STS: Standards Tag Suite

Co-chairs: Bruce Rosenblum (Inera), Robert Wheeler (American Society of Mechanical Engineers)
NISO STS Workroom
ANSI/NISO Z39.102, STS: Standards Tag Suite

The purpose of ANSI/NISO Z39.102, STS: Standards Tag Suite, a standard published by NISO in October 2017, is to define a suite of XML elements and attributes that describes the full-text content and metadata of standards--including co-produced standards and standards bodies' adoptions of existing standards--with the intent of providing a common format in which standards organizations, publishers, disseminators, archives, and any lawful user can publish and exchange standards content.  The intent of the Tag Suite is to preserve the intellectual content of standards independent of the form in which that content was originally delivered. The Tag Suite enables the capture of structural and semantic components of material without modeling any particular sequence or textual format. 

STS is an update and modification of ISO STS, a specific tag set used for standards publishing, and is now officially linked it to JATS (ANSI/NISO Z39.96-2015 JATS: Journal Article Tag Suite), a widely used specification which defines a set of XML elements and attributes for tagging journal articles and describes several article models. Supporting non-normative materials, including a tag library and DTD, XSD, and RNG schemas for each of the tag sets, are available at http://www.niso-sts.org/; an email discussion list provides community support for STS topics. 

The STS Standing Committee is responsible for the work of reviewing and responding to comments on the standard under a NISO continuous maintenance procedure, which will allow it to more easily publish updates to the standard. An STS Engagement Committee, to further market the standard and provide educational support, is in the process of being formed.

STS will be discussed as part of a standards publishing workshop at the Typefi User Conference in Baltimore in early May.

Taxonomy, Definitions, and Recognition Badging Scheme

Co-chairs: Lorena Barba (George Washington University); Wayne Graves (ACM); Gerry Grenier (IEEE)
Working Group Web page
Work Item Approved by NISO Voting Members

Late last year, NISO Voting Members approved this project, to develop a recommended practices pertaining to reproducibility in the computational and computing sciences. This work will examine existing taxonomies and badging schemes to define various levels of reproducibility and communicate these in the publishing process.  Publishers and researchers are placing greater emphasis on the practice of reproducibility as an essential ingredient of the scientific research process. As reproducibility is spreading in the scholarly publishing landscape, badging schemes and taxonomies are developing on an ad-hoc basis.
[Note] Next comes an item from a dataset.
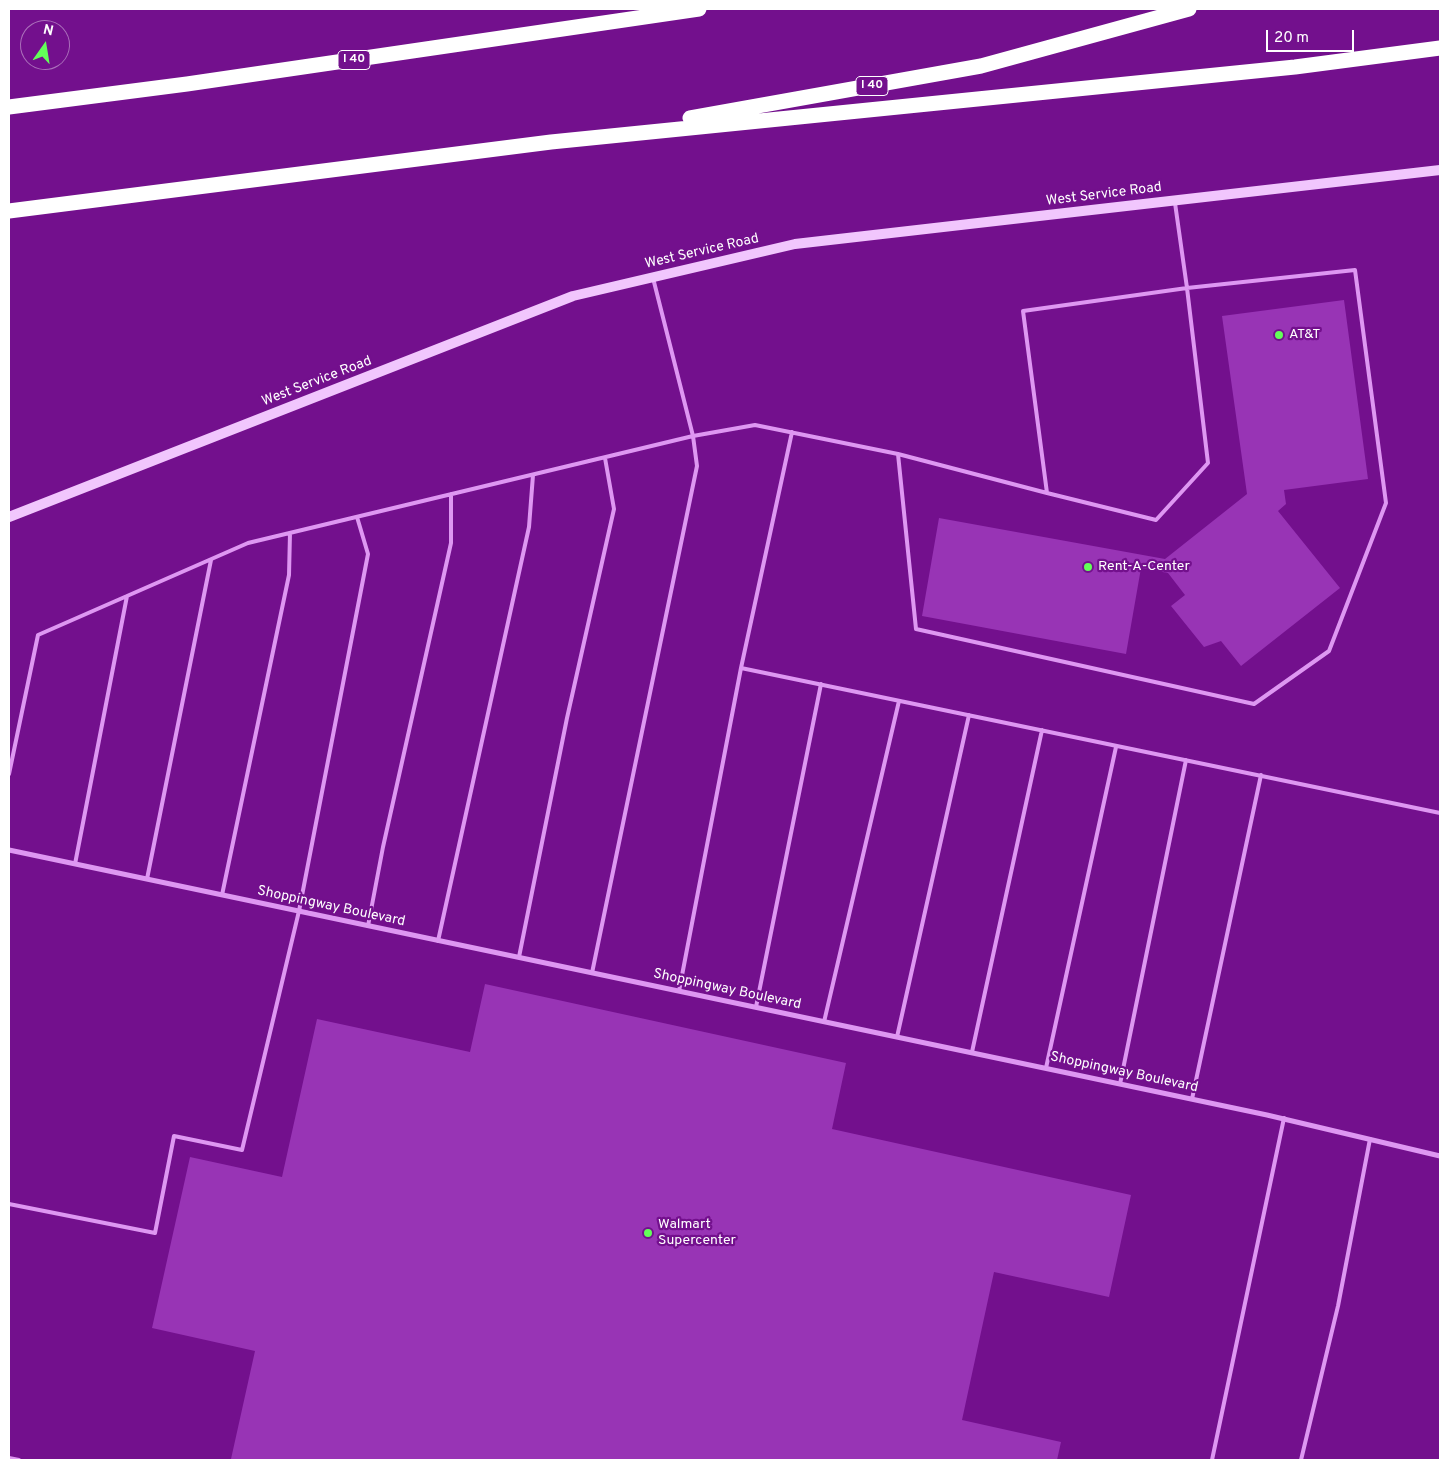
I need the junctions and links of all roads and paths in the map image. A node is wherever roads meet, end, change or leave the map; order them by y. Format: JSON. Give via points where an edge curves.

This NISO effort is focusing on the computational and computing sciences, but it may also help to encourage support for a standardized approach for such indicators spanning a variety of disciplines.

The working group was formed in March and has started its regular meetings.

NISO Vocabularies

Working Group
NISO TR-06-17, Issues in Vocabulary Management

NISO published this technical report, Issues in Vocabulary Management, in September 2017. The project grew out of the 2013 NISO Bibliographic Roadmap Initiative, work which intended to identify areas where agreement on standard or recommended practices would support better bibliographic data exchange.  Several different areas were examined and described:  "Vocabulary Use and Reuse," "Vocabulary Documentation," and "Vocabulary Preservation."
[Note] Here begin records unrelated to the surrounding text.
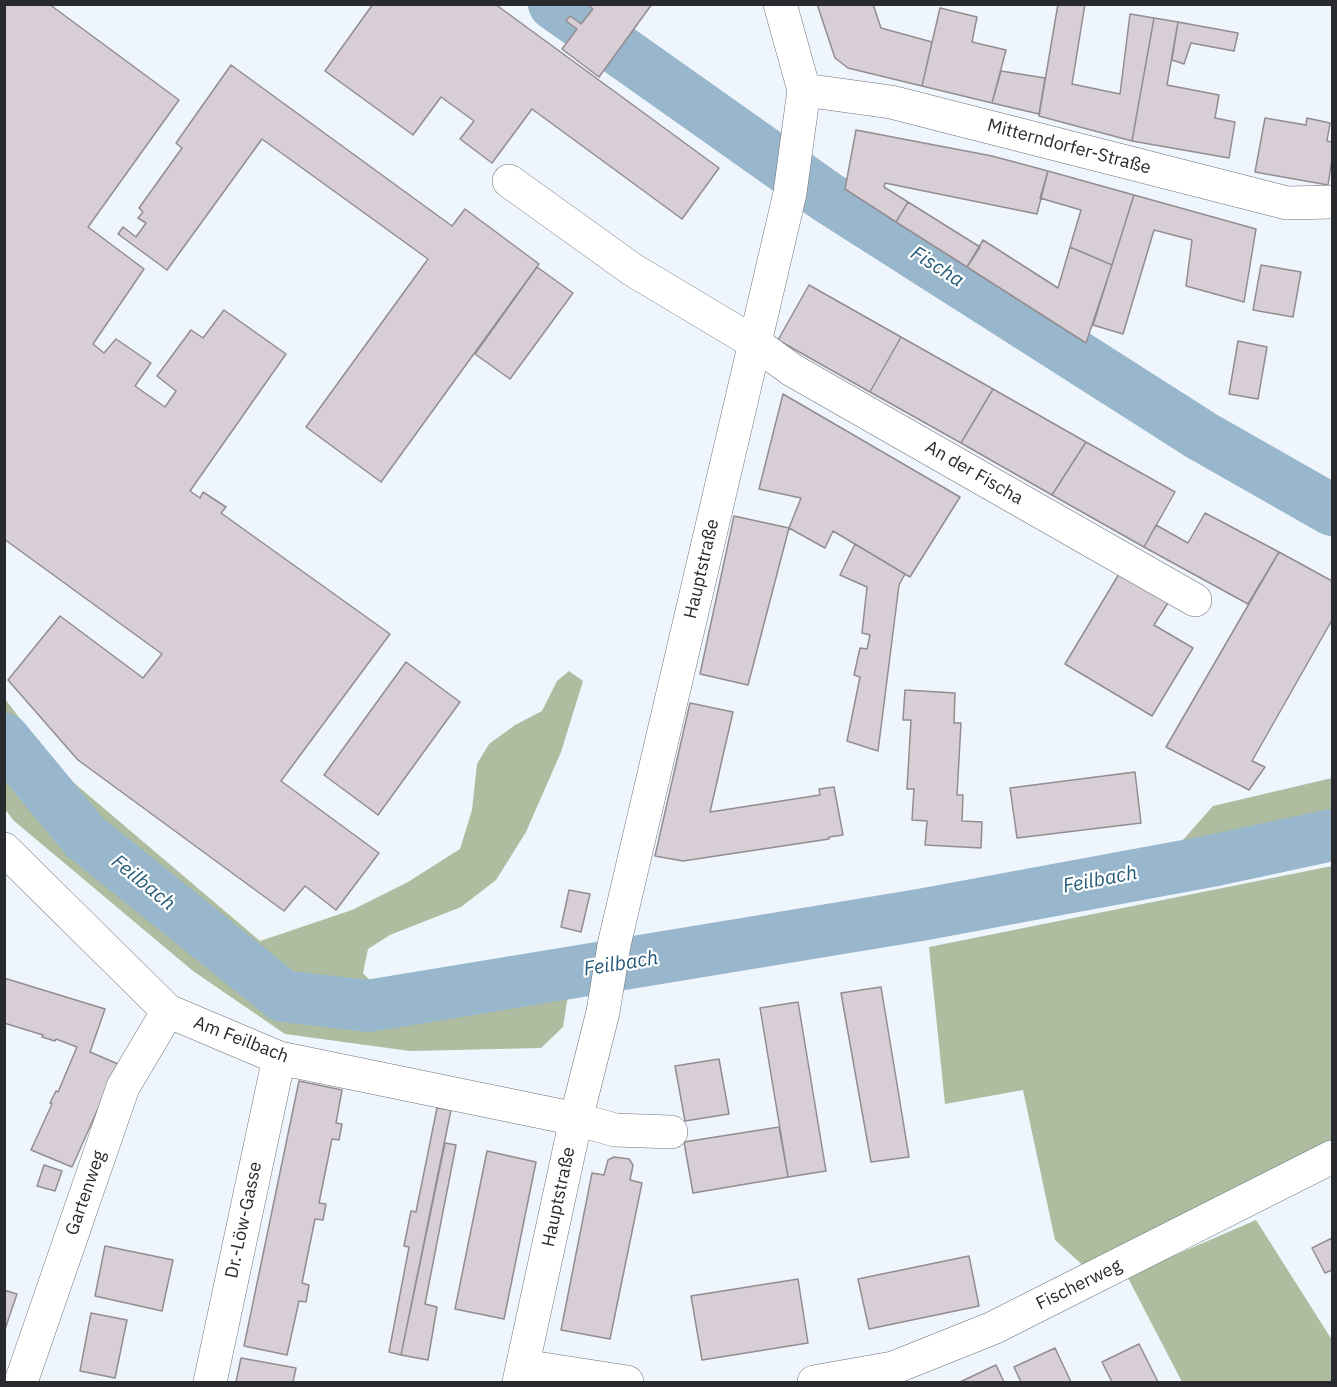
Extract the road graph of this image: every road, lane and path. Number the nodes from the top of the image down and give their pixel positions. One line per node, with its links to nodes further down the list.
1 (780, 4): 2 (street)
2 (804, 90): 4 (street, Mitterndorfer-Straße); 5 (street, Hauptstraße)
3 (509, 181): 5 (street, An der Fischa)
4 (1332, 202)
5 (754, 343): 6 (street, An der Fischa); 10 (street, Hauptstraße)
6 (1195, 600)
7 (4, 849): 8 (street, Am Feilbach)
8 (168, 1011): 9 (street, Am Feilbach); 14 (street, Gartenweg)
9 (279, 1058): 10 (street, Am Feilbach); 15 (street, Dr.-Löw-Gasse)
10 (576, 1119): 11 (street, Am Feilbach); 13 (street, Hauptstraße)
11 (671, 1132)
12 (1332, 1157): 17 (street, Fischerweg)
13 (521, 1374): 16 (street)
14 (21, 1383)
15 (210, 1383)
16 (627, 1383)
17 (814, 1383)

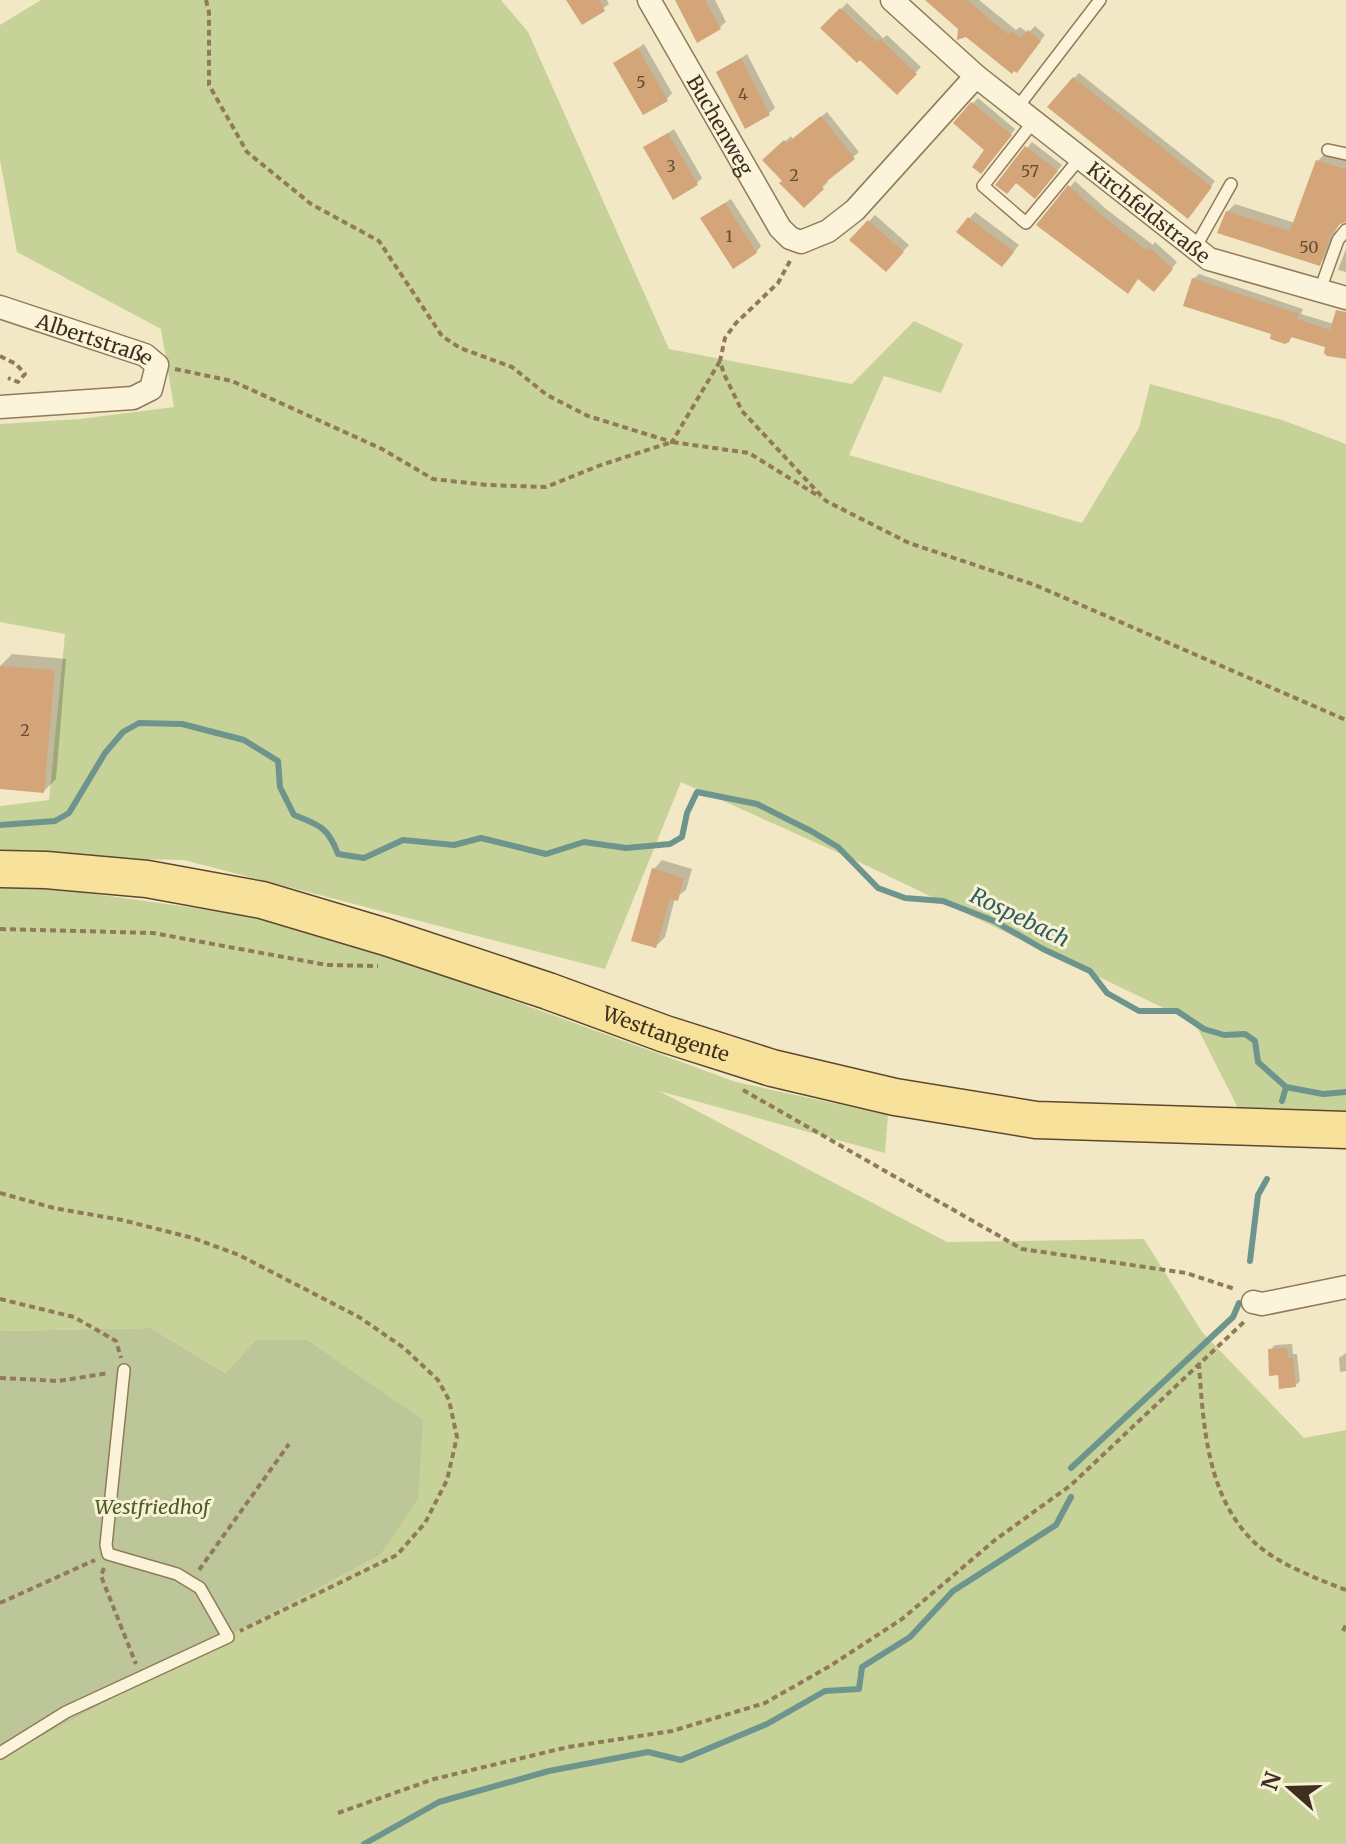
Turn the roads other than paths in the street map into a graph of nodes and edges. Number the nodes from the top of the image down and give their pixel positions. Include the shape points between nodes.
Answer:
1 (649, 0) edge
2 (892, 0) edge
3 (1100, 0) edge
4 (976, 76) junction
5 (1025, 114) junction
6 (1328, 150) dead end
7 (1346, 154) edge
8 (1080, 158) junction
9 (1231, 184) dead end
10 (1346, 230) edge
11 (1195, 248) junction
12 (1320, 290) junction
13 (1346, 298) edge
14 (0, 307) edge
15 (0, 407) edge
16 (0, 869) edge
17 (1346, 1130) edge
18 (1346, 1287) edge
19 (1258, 1303) road end
20 (124, 1370) road end
21 (0, 1753) edge

1 - 4 street, Buchenweg via 780,228 801,242 828,231 855,210
2 - 4 street, Kirchfeldstraße
3 - 5 lane
4 - 5 street, Kirchfeldstraße
5 - 8 street, Kirchfeldstraße
5 - 8 lane via 983,186 1026,223
6 - 7 lane
8 - 11 street, Kirchfeldstraße
9 - 11 lane
10 - 12 lane
11 - 12 street, Kirchfeldstraße via 1209,259
12 - 13 street, Kirchfeldstraße
14 - 15 street, Albertstraße via 145,355 157,365 151,389 133,398
16 - 17 main road, Westtangente via 147,879 262,900 742,1059 895,1097 1036,1120
18 - 19 street
20 - 21 lane via 108,1554 177,1574 200,1588 228,1637 66,1712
It is hoped that this technical report will provide a background on the vocabulary management landscape and aid community members working in the current "transitional" environment, where experience with policies, social constructs, and practical aspects of moving forward in a common infrastructure might be scattered or missing. These sets of people may include individuals and groups building and sharing bibliographic and other descriptive data, as well as knowledge managers within a variety of organizations using vocabularies to solve problems.